Bonnie Tyler performs “Total Eclipse of the Heart” for the first time in the living room of Jim Steinman’s apartment. Jim Steinman would later refer to the song as a “showpiece” for Bonnie Tyler’s voice; a lightning clap heard in households across the world. Apparently he was also working with Meatloaf at the time, and Meatloaf got super mad at Jim for giving the song to Bonnie instead of him. My great grandfather got in a huge argument of the same sort with Frank Lloyd Wright in 1952 when they both submitted their interest for the same job: a contract to design an art museum in Arizona. After my great grandfather was brought on instead of Wright, Wright sent him a letter calling him a “cheap competitor”. My great grandfather replied saying, “Perhaps the tulip looks upon the lily as a cheap competitor, but as a gardener, this idea never occurs to me.” 

Wright had been a close friend and mentor. I had a close friend and mentor in 2017, with whom I founded a poetry open mic series during my senior year at Michigan State. One of the first lessons he impressed upon me was, “be approachable, but unattainable”. To keep a healthy distance between myself and others, because anyone who gets to know me will be let down by the reality of who I am and stop coming to our shows (yes, he really said that). I was too awkward, shy, off-putting. Not smart enough, not kind enough, not old enough. The best I could be was pretty and surface-level friendly. Our success, he said, hinged on me showing everyone around me reflections of whatever they wanted to see, never revealing what’s underneath; on leaving the friendships and opportunities for real connection to him. I found this remarkably easy to do in poetry: to spill out my heart onstage, not so I could be understood, but so audiences could see reflections of their own lives in my words. To know they weren’t the first or only ones to feel alone or scared, because someone else wrote about it and shared it. Writing has always been the tool I relied on to try to close the gap between myself and other people, and it was also the shield I hid behind. It kept me approachable, but unattainable. I’d share a poem about heartbreak, but wouldn’t meet other poets for coffee or respond to their texts. Desperate for connection, but convinced that I had nothing to offer and didn’t deserve it.

Bonnie Tyler decided to really take a crack at being a singer when she competed in a competition in Wales in 1969, the year my dad was born. She came in second place to an accordionist. My dad told me, many years later, “whatever you want to do, just don’t half-ass it.” Bonnie Tyler certainly didn’t. She went on to become one of the most accomplished musicians of her time. I think a lot about the people I love when I write. My dad’s dad was a lawyer and a pilot and the son of greek immigrants; his grandfather a wildly successful weirdo who very intentionally dodged fame. My mom worked herself to the bone in a financial office for a sexist boss who made her life miserable while juggling classes and exams. My parents dated long distance until they were engaged. My dad commuted two hours both ways to Detroit for night school and worked a full-time job while my mom fed and cared for three babies at home alone. Sometimes, it feels like no one in my entire lineage has ever half-assed anything except for me.
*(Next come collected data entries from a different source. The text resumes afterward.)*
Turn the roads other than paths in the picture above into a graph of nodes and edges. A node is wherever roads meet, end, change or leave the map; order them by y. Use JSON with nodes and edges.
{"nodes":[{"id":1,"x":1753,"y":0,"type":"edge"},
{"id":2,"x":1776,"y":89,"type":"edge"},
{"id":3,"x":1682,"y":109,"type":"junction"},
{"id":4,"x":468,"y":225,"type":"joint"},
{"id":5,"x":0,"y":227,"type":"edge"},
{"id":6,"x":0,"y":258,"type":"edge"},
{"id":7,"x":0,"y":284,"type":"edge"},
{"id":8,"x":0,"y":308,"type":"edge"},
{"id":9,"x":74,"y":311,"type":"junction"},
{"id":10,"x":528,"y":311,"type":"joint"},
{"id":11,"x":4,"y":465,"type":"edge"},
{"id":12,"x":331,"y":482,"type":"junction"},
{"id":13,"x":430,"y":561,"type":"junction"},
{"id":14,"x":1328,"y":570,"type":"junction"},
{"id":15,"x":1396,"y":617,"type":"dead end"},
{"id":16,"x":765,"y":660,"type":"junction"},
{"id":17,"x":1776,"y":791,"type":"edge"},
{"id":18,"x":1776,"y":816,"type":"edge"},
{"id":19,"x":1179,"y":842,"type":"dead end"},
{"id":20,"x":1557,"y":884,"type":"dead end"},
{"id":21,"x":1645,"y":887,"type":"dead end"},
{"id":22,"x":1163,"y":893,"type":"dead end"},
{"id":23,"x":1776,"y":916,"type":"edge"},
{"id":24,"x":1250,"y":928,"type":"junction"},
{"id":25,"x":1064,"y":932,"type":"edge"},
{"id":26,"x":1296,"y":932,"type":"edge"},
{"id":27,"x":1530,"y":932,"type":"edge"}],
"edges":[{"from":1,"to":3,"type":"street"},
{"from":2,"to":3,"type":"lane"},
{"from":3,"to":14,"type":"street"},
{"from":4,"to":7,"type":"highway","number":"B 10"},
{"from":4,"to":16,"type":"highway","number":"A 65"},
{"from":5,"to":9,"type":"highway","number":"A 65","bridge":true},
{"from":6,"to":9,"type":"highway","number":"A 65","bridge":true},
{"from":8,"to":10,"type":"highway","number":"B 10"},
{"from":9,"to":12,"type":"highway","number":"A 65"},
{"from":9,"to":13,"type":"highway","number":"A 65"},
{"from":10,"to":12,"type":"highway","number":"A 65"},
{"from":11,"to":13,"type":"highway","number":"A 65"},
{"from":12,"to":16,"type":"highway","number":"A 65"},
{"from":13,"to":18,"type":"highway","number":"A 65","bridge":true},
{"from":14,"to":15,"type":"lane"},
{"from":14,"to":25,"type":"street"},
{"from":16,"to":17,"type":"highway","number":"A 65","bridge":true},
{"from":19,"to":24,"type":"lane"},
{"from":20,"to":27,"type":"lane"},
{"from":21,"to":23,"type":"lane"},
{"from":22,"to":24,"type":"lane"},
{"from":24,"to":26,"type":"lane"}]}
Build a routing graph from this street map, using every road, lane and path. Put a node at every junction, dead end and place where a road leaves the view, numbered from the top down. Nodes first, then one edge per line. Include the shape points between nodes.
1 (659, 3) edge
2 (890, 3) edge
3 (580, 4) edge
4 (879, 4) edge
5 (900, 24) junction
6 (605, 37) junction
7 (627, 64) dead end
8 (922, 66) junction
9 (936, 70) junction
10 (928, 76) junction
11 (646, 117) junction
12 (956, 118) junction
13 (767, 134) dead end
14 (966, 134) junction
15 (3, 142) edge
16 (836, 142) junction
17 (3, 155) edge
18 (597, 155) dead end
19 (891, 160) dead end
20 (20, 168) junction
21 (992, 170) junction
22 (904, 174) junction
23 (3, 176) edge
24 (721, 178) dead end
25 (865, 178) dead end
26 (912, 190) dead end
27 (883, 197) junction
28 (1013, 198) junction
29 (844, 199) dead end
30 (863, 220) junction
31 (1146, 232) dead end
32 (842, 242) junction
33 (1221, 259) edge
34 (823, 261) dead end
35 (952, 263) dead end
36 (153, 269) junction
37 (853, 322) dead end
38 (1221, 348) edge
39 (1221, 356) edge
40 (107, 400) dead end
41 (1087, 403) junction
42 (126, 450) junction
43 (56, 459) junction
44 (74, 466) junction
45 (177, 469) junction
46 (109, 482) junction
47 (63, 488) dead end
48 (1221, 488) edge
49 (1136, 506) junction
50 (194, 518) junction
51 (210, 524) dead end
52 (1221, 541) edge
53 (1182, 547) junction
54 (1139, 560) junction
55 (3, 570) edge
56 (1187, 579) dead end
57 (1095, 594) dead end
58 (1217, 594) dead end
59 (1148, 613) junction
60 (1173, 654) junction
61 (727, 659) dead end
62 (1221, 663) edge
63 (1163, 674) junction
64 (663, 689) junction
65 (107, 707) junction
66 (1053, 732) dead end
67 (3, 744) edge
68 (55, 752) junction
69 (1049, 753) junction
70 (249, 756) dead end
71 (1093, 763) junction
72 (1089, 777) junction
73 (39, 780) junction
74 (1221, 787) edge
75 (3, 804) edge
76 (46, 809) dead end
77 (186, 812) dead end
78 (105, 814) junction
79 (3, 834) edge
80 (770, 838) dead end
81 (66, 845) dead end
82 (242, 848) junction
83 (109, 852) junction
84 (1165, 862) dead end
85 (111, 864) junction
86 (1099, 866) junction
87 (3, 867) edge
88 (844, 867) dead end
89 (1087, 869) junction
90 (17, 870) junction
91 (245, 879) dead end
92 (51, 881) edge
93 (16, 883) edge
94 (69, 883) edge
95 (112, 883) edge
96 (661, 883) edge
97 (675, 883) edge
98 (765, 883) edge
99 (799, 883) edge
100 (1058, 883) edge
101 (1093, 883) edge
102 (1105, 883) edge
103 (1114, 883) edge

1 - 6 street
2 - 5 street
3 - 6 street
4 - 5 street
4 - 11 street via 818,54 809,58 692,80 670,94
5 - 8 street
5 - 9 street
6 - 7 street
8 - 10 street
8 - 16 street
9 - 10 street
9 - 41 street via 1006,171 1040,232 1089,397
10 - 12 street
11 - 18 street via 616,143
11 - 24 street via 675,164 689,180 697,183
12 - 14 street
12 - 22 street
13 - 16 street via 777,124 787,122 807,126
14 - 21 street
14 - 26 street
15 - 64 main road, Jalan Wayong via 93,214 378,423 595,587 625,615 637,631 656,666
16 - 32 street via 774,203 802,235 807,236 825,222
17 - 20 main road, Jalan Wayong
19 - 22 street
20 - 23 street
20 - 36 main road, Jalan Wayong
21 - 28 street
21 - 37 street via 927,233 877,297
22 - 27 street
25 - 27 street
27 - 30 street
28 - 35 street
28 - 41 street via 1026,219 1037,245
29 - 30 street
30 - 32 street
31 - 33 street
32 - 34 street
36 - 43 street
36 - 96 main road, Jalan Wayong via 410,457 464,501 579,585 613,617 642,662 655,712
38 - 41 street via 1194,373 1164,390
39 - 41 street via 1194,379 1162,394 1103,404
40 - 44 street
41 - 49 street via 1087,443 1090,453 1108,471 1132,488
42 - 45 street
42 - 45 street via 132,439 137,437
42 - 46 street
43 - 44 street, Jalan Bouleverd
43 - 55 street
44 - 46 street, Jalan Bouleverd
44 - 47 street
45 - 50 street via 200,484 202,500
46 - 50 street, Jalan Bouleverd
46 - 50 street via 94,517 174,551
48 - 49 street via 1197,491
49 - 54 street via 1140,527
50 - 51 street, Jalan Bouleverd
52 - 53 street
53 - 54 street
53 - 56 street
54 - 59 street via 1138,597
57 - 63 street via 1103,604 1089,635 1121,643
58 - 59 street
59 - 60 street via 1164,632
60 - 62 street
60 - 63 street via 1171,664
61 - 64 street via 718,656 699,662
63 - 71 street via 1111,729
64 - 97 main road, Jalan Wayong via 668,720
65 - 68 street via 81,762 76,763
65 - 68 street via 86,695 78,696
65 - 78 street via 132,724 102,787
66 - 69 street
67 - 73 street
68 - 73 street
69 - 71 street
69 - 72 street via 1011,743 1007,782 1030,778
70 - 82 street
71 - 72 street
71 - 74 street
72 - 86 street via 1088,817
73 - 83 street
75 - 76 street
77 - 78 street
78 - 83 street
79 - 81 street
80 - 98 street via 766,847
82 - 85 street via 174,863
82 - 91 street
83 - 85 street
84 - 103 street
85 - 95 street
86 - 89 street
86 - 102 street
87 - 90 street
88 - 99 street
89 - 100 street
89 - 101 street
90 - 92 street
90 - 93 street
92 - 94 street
In April of 2021, around the time that Jim Steinman died, I started my own actual play online. It was my first time ever running a TTRPG for my friends, and it‘s all been documented on the internet to haunt me forever. It wasn’t very good. By the end, I don’t think anyone was having any fun. I’ve heard that’s par for the course for most people’s first-ever campaigns, though that game started as, and will always be in my heart, a love letter to my friends: the people who gave me the time and patience I needed to come out of my shell after being deeply harmed. Some of those friends have moved on by now and aren’t in my life anymore, but we immortalized something important to me; a story about people whose lives intertwine. That was the thing that drew me to TTRPGs in the first place, and to poetry before that: the way we can draw lines that extend from me to you. The connection it allows someone like me, who still feels like they need permission. It’s a game, sure, but it’s also storytelling, as vulnerable as you care for it to be. It has made me softer; “attainable”. 

When I told my dad I wanted to take a crack at working in the TTRPG industry, he told me, “just don’t half-ass it.” 2025 is loosening its grip on us all, and I’ve spent nearly two years at Troll Lord Games, with people who love music and aliens and fantasy and stories of all kinds. What a privilege it is to hear about it all, to learn more about what people appreciate and in turn know them better. How lucky I am to look back on the last almost-two years and see memories of myself surrounded by weirdos who, for the first time, I don’t see myself as separate from or a burden to. I worked hard to have the opportunity to work hard here. I had to fight and defeat myself. Everything I write at Troll Lord Games is scraped from the marrow of the girl I had to kill in order to be here, who would rather see me dead than ever hear me speak.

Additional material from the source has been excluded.